His stony refusal to let loose on specifications, technical upgrades and upcoming variants was a recurring theme during our time together, but his description of how Porsche approached the improvement programme for what is already a hugely competitive and successful EV was telling.
"When we started, we had a brainstorm. All the colleagues were sitting around the table, and we said what we want to improve, what we want to do. It was like Christmas: everybody put their wishes and ideas on the table and then we made the validation. Is it feasible? What does it mean for range? For the weight? What does it bring for the customers? Which advantage can we bring to our customers?
"And at the end we think: 'Is it useful? And how much does it cost?' And we're fighting about this ratio and deciding what to do. That's an intensive process. It takes a few months."
There was no single prevailing priority for this facelift, Giek explained, but rather an overarching aim to cement and bolster the Taycan’s appeal by leveraging technology and learnings from four years of production.
“After 60 years, we always find improvements for our icon: the 911. Every day we find another improvement, and like this we're developing all our cars,” he said.
“Technology is going forward, you get new materials... The development is so fast that even one year after introducing a car, you could have a new idea and say: 'We should have done this as well.'”
It's no small boon, then, that there are around 150,000 Taycan owners globally, with wildly different vehicle requirements and usage patterns, from whom Porsche can gather feedback and suggestions.
"We have customers who have driven more than 300,000km already in their Taycans," Giek explains, referencing one particularly helpful owner in France who uses his car as a private hire vehicle.
Giek himself has covered around 100,000km in prototypes during this development cycle - and he's just one of many test drivers who have literally gone to the edges of the Earth in pursuit of the extreme conditions needed to verify the improvements that have been made.
"We've been in Death Valley this year and Arizona the year before.
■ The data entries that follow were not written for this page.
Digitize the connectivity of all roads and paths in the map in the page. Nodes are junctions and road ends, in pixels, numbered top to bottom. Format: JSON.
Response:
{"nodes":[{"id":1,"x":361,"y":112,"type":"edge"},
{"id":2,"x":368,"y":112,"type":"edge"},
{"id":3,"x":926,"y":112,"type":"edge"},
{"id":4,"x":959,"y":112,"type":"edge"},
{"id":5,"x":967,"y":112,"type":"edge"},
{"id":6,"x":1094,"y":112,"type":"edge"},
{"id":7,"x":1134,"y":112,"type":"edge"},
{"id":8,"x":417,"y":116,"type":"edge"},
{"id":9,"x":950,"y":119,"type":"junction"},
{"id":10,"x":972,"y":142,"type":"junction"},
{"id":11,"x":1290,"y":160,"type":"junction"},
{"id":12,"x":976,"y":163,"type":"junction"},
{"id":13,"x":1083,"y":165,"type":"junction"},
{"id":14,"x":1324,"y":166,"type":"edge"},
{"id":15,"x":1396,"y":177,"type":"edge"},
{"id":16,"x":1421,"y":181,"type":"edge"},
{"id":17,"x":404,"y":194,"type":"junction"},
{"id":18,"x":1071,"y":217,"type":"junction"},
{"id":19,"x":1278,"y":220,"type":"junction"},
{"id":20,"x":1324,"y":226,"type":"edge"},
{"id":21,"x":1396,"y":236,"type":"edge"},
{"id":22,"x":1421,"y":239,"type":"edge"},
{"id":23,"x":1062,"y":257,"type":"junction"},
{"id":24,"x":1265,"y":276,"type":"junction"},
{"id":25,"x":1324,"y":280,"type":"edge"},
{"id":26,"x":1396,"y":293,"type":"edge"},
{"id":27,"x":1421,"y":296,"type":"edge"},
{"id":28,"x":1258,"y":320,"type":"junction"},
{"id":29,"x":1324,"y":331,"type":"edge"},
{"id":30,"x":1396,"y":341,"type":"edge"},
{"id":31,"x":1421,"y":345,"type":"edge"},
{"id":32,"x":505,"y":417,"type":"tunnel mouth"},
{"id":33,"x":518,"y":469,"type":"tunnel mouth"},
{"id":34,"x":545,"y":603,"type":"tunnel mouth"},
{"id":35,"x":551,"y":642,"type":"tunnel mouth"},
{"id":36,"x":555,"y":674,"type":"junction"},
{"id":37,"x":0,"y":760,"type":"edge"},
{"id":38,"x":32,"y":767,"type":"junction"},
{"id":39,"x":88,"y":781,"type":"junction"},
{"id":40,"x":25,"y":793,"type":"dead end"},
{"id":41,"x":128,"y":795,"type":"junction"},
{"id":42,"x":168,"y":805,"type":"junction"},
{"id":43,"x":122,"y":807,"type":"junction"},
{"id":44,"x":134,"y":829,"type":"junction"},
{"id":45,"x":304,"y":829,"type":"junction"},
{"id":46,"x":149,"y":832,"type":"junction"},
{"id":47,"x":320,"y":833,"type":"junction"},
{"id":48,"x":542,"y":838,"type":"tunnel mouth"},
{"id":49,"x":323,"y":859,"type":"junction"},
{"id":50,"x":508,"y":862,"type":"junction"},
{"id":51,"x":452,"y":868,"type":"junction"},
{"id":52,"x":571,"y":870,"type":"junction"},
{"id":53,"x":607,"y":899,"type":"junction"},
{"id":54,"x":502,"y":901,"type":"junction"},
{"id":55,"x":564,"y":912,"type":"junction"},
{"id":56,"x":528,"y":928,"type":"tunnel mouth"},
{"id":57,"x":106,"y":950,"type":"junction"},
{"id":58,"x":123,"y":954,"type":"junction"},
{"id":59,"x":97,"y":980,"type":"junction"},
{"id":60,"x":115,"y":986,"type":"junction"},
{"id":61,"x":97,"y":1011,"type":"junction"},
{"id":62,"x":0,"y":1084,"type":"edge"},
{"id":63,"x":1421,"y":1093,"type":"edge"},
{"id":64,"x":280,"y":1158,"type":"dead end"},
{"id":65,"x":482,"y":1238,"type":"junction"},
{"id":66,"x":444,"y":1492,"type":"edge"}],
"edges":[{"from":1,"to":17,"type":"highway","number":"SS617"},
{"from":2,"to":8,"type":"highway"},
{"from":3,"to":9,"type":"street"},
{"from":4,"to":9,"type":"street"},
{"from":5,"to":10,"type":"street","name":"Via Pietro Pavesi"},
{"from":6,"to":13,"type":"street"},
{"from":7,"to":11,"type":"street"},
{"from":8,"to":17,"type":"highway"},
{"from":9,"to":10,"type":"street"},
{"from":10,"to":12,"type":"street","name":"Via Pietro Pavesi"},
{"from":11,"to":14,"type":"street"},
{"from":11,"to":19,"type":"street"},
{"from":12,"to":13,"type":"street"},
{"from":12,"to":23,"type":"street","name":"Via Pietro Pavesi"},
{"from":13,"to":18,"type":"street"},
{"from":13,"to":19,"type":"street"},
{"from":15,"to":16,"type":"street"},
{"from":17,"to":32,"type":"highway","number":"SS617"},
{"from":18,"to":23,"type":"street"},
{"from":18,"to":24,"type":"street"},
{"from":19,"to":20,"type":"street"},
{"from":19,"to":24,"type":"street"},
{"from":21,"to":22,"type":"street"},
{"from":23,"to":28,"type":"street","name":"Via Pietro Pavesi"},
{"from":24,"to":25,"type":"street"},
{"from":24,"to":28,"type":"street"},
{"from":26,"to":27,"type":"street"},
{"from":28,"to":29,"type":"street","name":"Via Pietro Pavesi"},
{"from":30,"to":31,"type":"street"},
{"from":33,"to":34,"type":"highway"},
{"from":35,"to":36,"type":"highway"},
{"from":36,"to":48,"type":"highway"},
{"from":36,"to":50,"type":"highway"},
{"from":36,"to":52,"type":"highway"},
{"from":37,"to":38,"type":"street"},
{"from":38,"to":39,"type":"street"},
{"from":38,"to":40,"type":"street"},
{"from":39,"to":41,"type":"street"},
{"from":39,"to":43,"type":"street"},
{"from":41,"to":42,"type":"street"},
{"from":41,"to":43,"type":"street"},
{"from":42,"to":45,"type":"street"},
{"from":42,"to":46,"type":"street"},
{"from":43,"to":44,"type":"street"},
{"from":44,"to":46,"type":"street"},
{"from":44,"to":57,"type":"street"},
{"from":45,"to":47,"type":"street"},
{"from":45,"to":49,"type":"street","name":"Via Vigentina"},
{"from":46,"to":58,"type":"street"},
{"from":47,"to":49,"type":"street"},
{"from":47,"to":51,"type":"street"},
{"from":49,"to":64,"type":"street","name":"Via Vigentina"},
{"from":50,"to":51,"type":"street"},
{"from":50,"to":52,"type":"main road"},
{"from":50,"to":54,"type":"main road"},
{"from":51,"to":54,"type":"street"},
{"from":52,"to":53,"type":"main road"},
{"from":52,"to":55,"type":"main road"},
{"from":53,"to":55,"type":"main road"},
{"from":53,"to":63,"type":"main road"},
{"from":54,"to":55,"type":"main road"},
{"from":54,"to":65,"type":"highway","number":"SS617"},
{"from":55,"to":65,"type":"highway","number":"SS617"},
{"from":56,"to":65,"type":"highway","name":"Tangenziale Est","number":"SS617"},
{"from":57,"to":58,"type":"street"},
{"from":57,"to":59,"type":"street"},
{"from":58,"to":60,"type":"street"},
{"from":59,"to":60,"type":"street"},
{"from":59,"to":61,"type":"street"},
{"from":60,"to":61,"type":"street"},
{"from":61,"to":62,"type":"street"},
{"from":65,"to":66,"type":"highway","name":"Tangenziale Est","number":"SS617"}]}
It got up to 52deg C. I prefer doing the cold-weather testing!"
As well as validating the technical modifications during this extensive test programme, Porsche engineers refined a raft of new features, including standard-fit electric charging flaps, a sensor-operated frunk release and a function that automatically raises the car when the door is opened to improve ease of access.
To compensate for the extra heft that these new systems bring, Porsche has removed some weight from the chassis and battery pack - but it's holding back on specifics until the car's unveiling.
So too has the company yet to confirm whether there will still be a smaller battery option and the same range of single- and dual-motor powertrains, but it promises more details imminently.